Expert des marchés à risque, Sébastien Thiam (E99) a conseillé l’armée américaine dans sa tentative de reconstruction de l’Afghanistan. Il livre son regard sur les 20 années écoulées et sur le retour des talibans au pouvoir.

ESSEC Alumni : Pouvez-vous nous présenter vos activités ?

Sébastien Thiam : Ancien officier de Marine, j’ai développé une expertise sur les zones à risques en gestion de crises internationales, intelligence stratégique et diplomatie d’affaires sur plus de vingt ans, dans le cadre d’opérations extérieures et dans le conseil. J’ai ainsi fondé Makassar Partners, qui aide ses clients à « dérisquer » leurs opérations de croissance à l’international1

EA : Vous êtes notamment intervenu en Afghanistan… 

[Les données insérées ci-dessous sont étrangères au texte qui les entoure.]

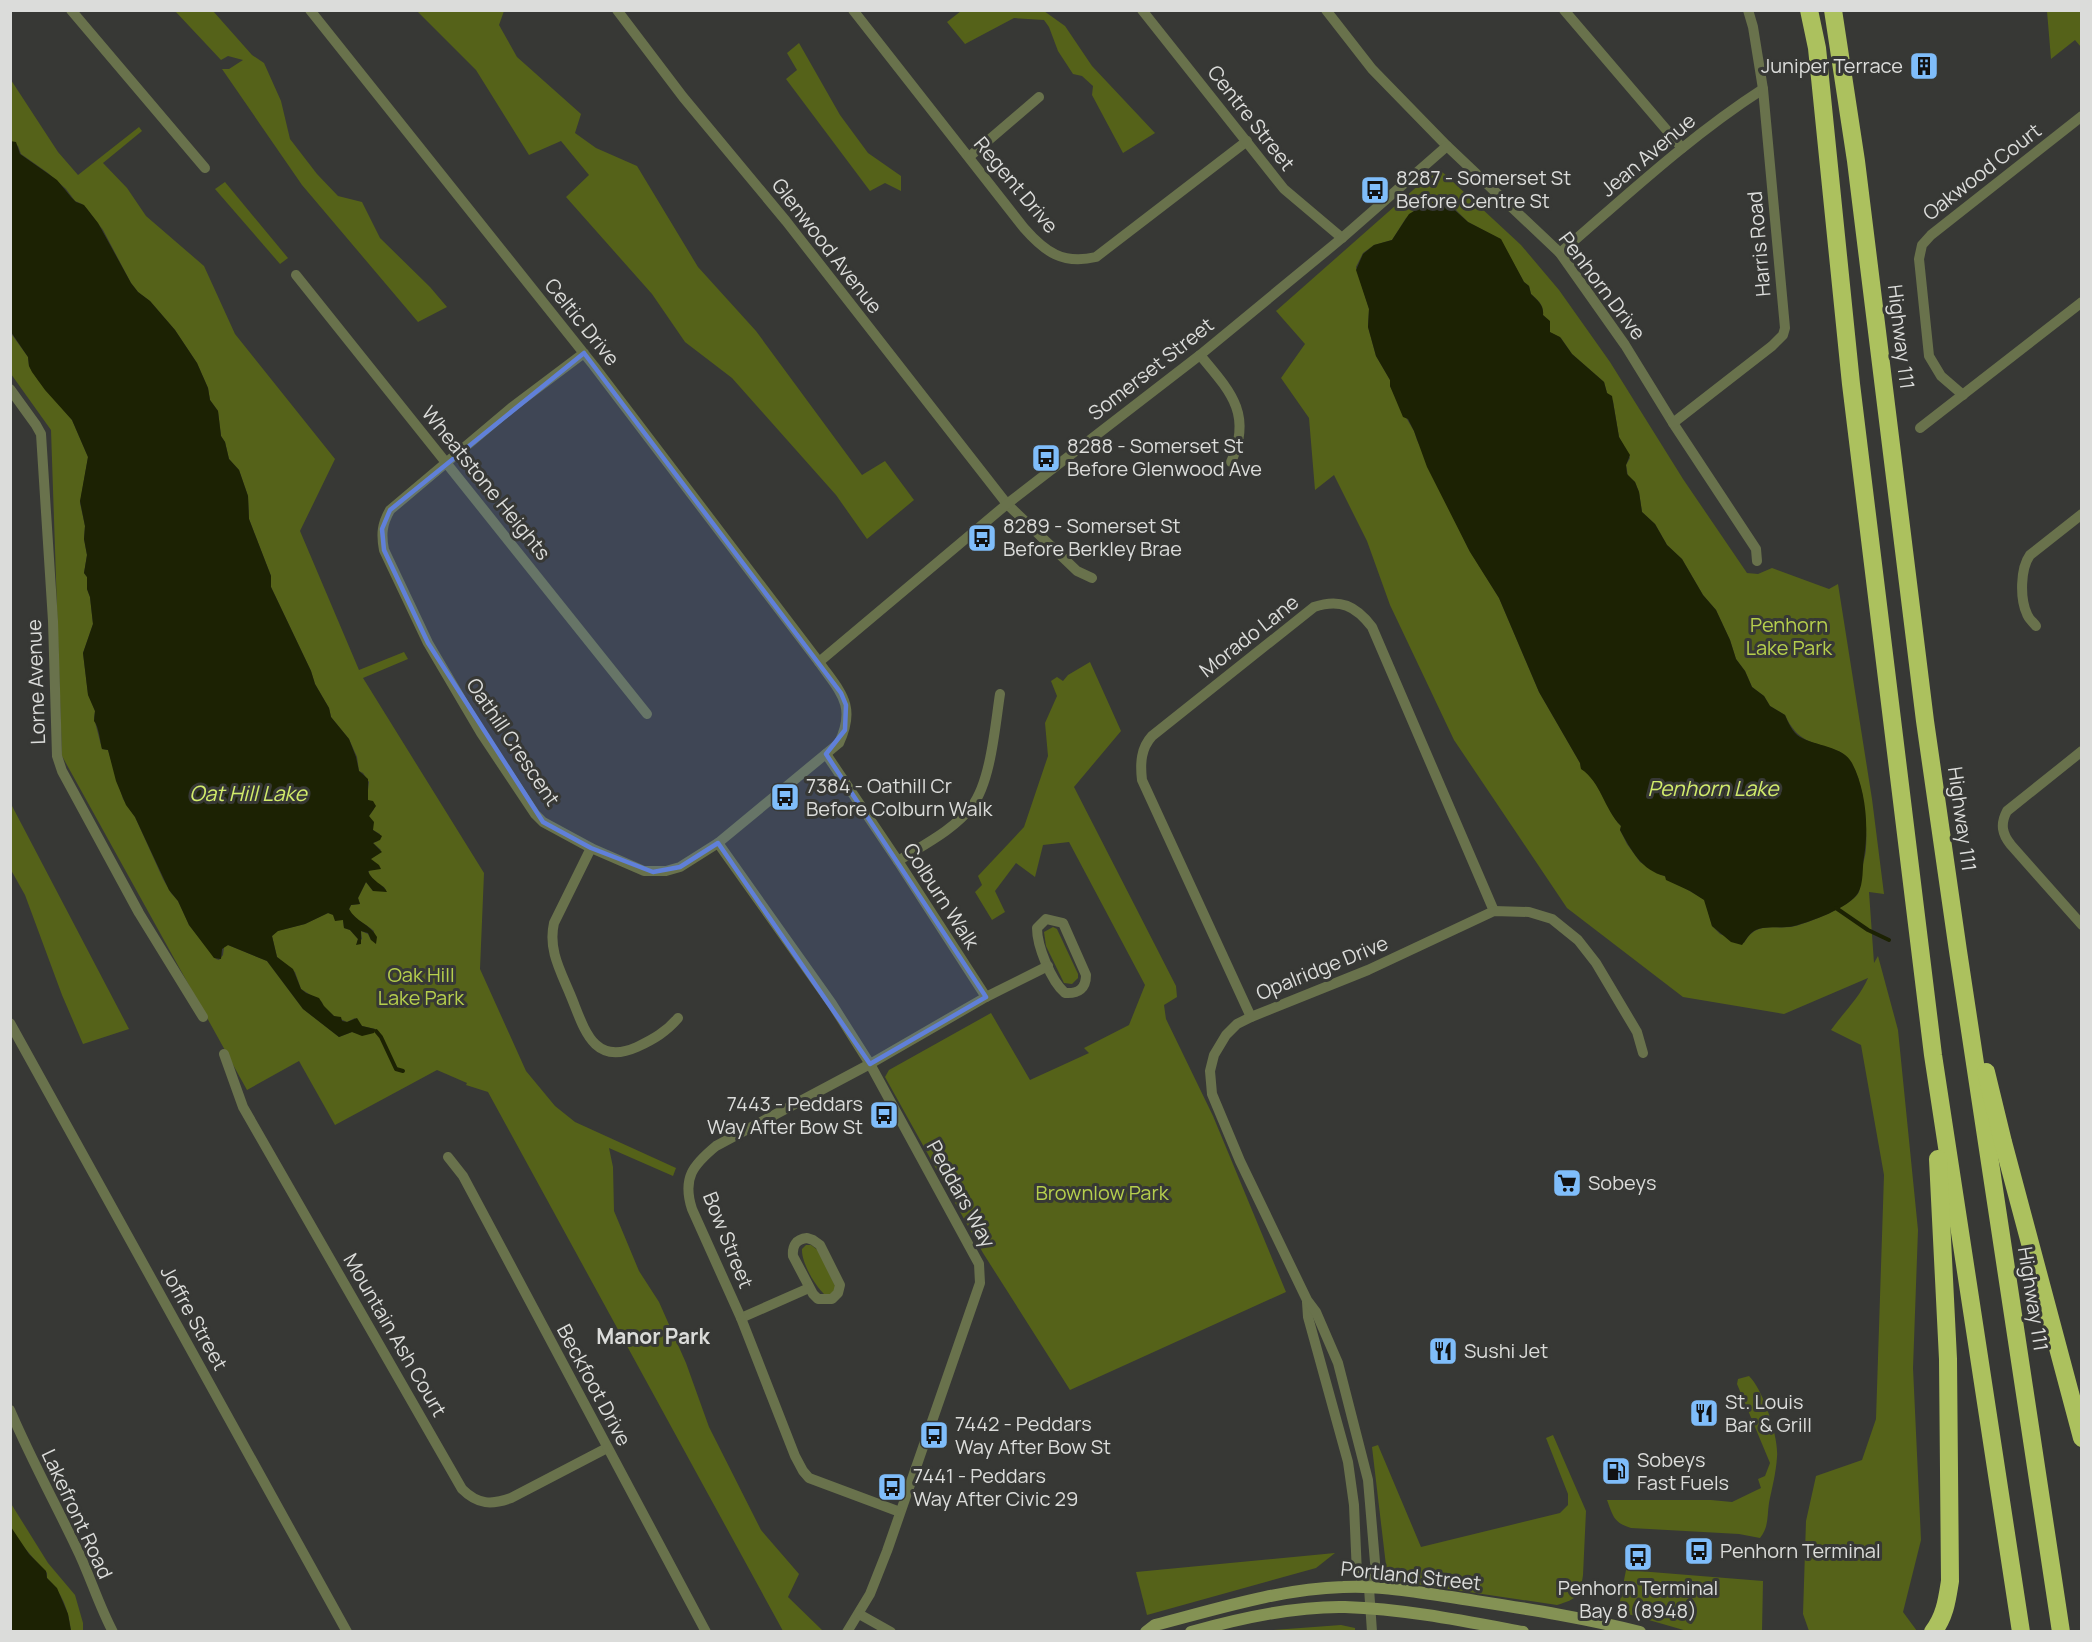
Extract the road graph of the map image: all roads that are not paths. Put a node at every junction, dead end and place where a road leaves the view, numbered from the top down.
1 (71, 10) edge
2 (310, 10) edge
3 (617, 10) edge
4 (1142, 10) edge
5 (1326, 10) edge
6 (1564, 10) edge
7 (1748, 10) edge
8 (1809, 10) edge
9 (854, 11) edge
10 (1836, 16) edge
11 (1763, 89) junction
12 (1039, 97) dead end
13 (2082, 116) edge
14 (1247, 141) junction
15 (1447, 146) junction
16 (1682, 148) junction
17 (969, 157) junction
18 (206, 168) dead end
19 (1342, 238) junction
20 (1560, 253) junction
21 (296, 275) dead end
22 (2082, 302) edge
23 (584, 353) junction
24 (1200, 355) junction
25 (10, 389) edge
26 (1963, 395) junction
27 (1673, 423) junction
28 (1920, 428) dead end
29 (447, 461) junction
30 (1231, 462) dead end
31 (1007, 504) junction
32 (2082, 514) edge
33 (1757, 561) dead end
34 (1092, 578) dead end
35 (2036, 626) dead end
36 (819, 662) junction
37 (1000, 694) dead end
38 (647, 714) dead end
39 (2082, 751) edge
40 (826, 754) junction
41 (718, 843) junction
42 (591, 848) junction
43 (898, 861) junction
44 (1494, 911) junction
45 (2082, 925) edge
46 (1958, 951) junction
47 (1048, 966) junction
48 (986, 997) junction
49 (203, 1017) dead end
50 (1251, 1017) junction
51 (678, 1018) dead end
52 (10, 1023) edge
53 (1643, 1053) dead end
54 (224, 1054) dead end
55 (1933, 1055) junction
56 (870, 1064) junction
57 (448, 1157) dead end
58 (809, 1288) junction
59 (1306, 1300) junction
60 (741, 1318) junction
61 (10, 1410) edge
62 (2082, 1438) edge
63 (607, 1448) junction
64 (900, 1512) junction
65 (1370, 1598) junction
66 (860, 1614) junction
67 (113, 1632) edge
68 (347, 1632) edge
69 (706, 1632) edge
70 (847, 1632) edge
71 (891, 1632) edge
72 (1146, 1632) edge
73 (1191, 1632) edge
74 (1372, 1632) edge
75 (1523, 1632) edge
76 (1640, 1632) edge
77 (1933, 1632) edge
78 (2021, 1632) edge
79 (2061, 1632) edge

1 - 18 street
2 - 23 street, Celtic Drive
3 - 31 street, Glenwood Avenue
4 - 14 street, Centre Street
5 - 15 street, Penhorn Drive
6 - 16 street
7 - 11 street, Harris Road
8 - 55 highway
9 - 17 street, Regent Drive
10 - 46 highway, Highway 111
11 - 16 street, Jean Avenue
11 - 27 street, Harris Road
12 - 17 street
13 - 26 street, Oakwood Court
14 - 17 street, Regent Drive
14 - 19 street, Centre Street
15 - 19 street, Somerset Street
15 - 20 street, Penhorn Drive
16 - 20 street, Jean Avenue
19 - 24 street, Somerset Street
20 - 27 street, Penhorn Drive
21 - 29 street, Wheatstone Heights
22 - 26 street
23 - 29 street, Oathill Crescent
23 - 36 street, Celtic Drive
24 - 30 street
24 - 31 street, Somerset Street
25 - 49 street, Lorne Avenue
26 - 28 street
27 - 33 street, Penhorn Drive
29 - 38 street, Wheatstone Heights
29 - 42 street, Oathill Crescent
31 - 34 street, Glenwood Avenue
31 - 36 street, Somerset Street
32 - 35 street
36 - 40 street, Oathill Crescent
37 - 43 street
39 - 45 street
40 - 41 street, Oathill Crescent
40 - 43 street, Colburn Walk
41 - 42 street, Oathill Crescent
41 - 56 street, Peddars Way
42 - 51 street
43 - 48 street, Colburn Walk
44 - 50 street, Opalridge Drive
44 - 50 street, Morado Lane
44 - 53 street, Opalridge Drive
46 - 62 highway
46 - 79 highway, Highway 111
47 - 47 street
47 - 48 street, Bow Street
48 - 56 street, Bow Street
50 - 59 street, Opalridge Drive
52 - 68 street, Joffre Street
54 - 63 street, Mountain Ash Court
55 - 77 highway
55 - 78 highway
56 - 60 street, Bow Street
56 - 64 street, Peddars Way
57 - 63 street, Beckfoot Drive
58 - 58 street
58 - 60 street
59 - 65 street, Opalridge Drive
59 - 65 street, Opalridge Drive
60 - 64 street, Bow Street
61 - 67 street, Lakefront Road
63 - 69 street, Beckfoot Drive
64 - 66 street, Peddars Way
65 - 72 main road, Portland Street
65 - 73 main road, Portland Street
65 - 74 street
65 - 75 main road, Portland Street
65 - 76 main road, Portland Street
66 - 70 street, Peddars Way
66 - 71 street

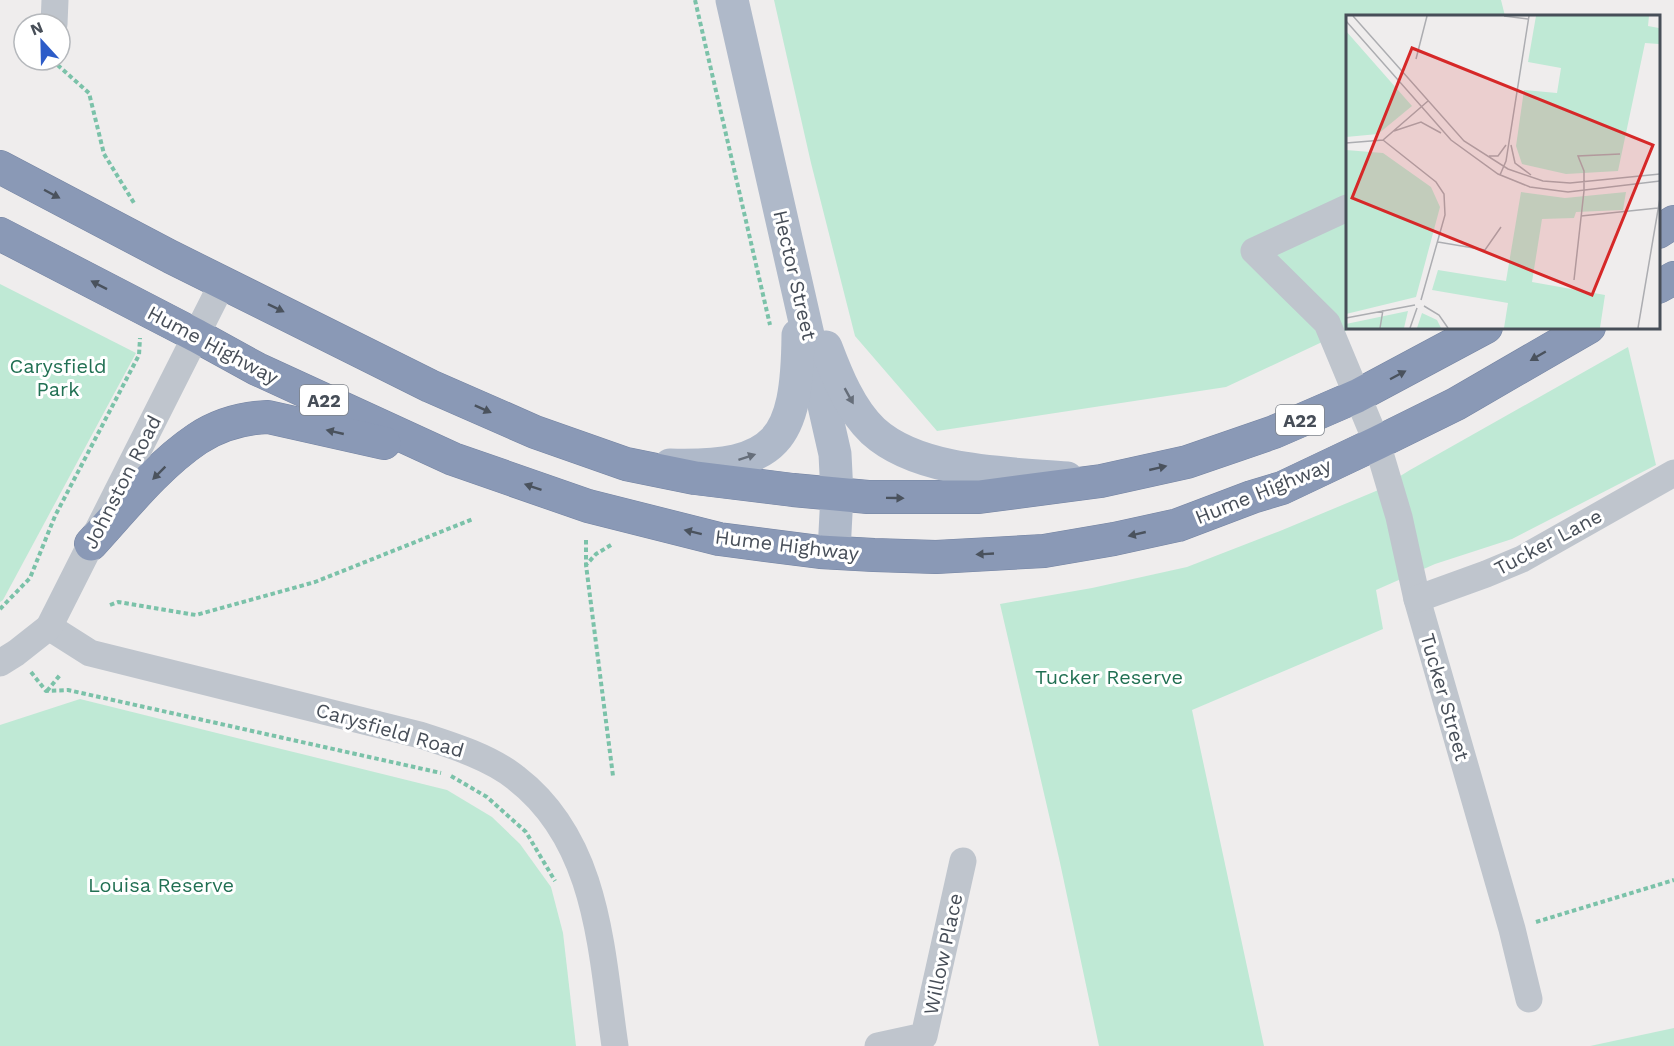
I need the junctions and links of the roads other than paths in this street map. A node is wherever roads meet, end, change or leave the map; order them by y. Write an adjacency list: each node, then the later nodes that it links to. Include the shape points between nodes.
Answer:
1 (732, 0): 9 (main road, Hector Street)
2 (0, 167): 8 (highway, A22, one-way to 8)
3 (1346, 208): 14 (street, Tucker Street, via 1254,251 1327,323)
4 (1674, 222): 5 (highway)
5 (1659, 231)
6 (0, 234): 13 (highway, Hume Highway / A22, one-way to 6)
7 (1674, 278): 10 (highway)
8 (224, 282): 13 (street, Johnston Road); 17 (highway, A22, one-way to 17, via 430,386 535,432)
9 (798, 285): 17 (main road, one-way to 9, via 723,463 747,458 776,440 791,411 798,366); 19 (main road, one-way to 19, via 858,413 891,444 929,461 999,473); 20 (main road, Hector Street, via 835,454)
10 (1659, 286)
11 (1484, 328): 14 (highway, A22, one-way to 11)
12 (1587, 328): 15 (highway, Hume Highway / A22, one-way to 15, via 1455,404)
13 (197, 336): 16 (highway, Hume Highway / A22, via 256,369); 21 (street, Johnston Road)
14 (1357, 396): 15 (street, Tucker Street); 19 (highway, A22, one-way to 14, via 1187,462 1274,432)
15 (1377, 443): 22 (highway, Hume Highway / A22, one-way to 22, via 1282,488 1178,525 1114,539 1044,551 936,557); 23 (street, Tucker Street)
16 (453, 459): 21 (highway, one-way to 21, via 268,417 249,418 198,438 167,464); 22 (highway, Hume Highway / A22, one-way to 16, via 719,538 588,506)
17 (626, 464): 20 (highway, A22, via 695,478)
18 (1674, 473): 23 (street, Tucker Lane, via 1522,559)
19 (1101, 481): 20 (highway, A22, one-way to 19, via 979,497)
20 (837, 494): 22 (main road, Hector Street)
21 (91, 544): 24 (street, Johnston Road)
22 (834, 552)
23 (1417, 599): 27 (street, Tucker Street)
24 (49, 627): 25 (street, Johnston Road); 28 (street, Carysfield Road, via 90,653 420,735 467,750 515,776 543,802 584,871 597,925)
25 (0, 663)
26 (963, 861): 29 (street, Willow Place, via 924,1036)
27 (1530, 999)
28 (615, 1046)
29 (878, 1046)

S. Thiam : À la suite des attaques du 11 septembre 2001, j’ai mis en suspens mes activités entrepreneuriales et rejoint la réserve opérationnelle pour être déployé au sein des Forces Spéciales. Puis, de 2009 à 2011, au pic du « nation building », j’ai été conseiller politique auprès du général, commandant la coalition (FIAS), Stanley McChrystal puis David Petraeus (plus d’informations dans notre précédente interview sur le site ESSEC Alumni en cliquant ici). Je suis le seul Français à avoir conseillé un général américain. 

EA : Concrètement, quelle était votre mission sur place ?

S. Thiam : Les Américains portaient alors une nouvelle orientation stratégique2 ambitieuse et complexe pour sortir de l’impasse : « gagner les cœurs et les esprits » des Afghans en bâtissant des forces de sécurité afghanes capables et en accélérant les progrès, notamment économiques. En 2010, l’USGS3 qualifiait le potentiel du pays en minerais, métaux précieux, pétrole et gaz à plus de 1000 milliards de dollars. M’appuyant sur les talents et les moyens hors norme au sein de la coalition, ainsi que sur mon expérience au Kosovo, j’ai conseillé et assisté le ministre des Mines, à la tête du cluster interministériel pour le développement économique, pour attirer des investisseurs étrangers dans les ressources naturelles et l’agroalimentaire, via des « roadshows » locaux et internationaux et l’assistance locale aux investisseurs.  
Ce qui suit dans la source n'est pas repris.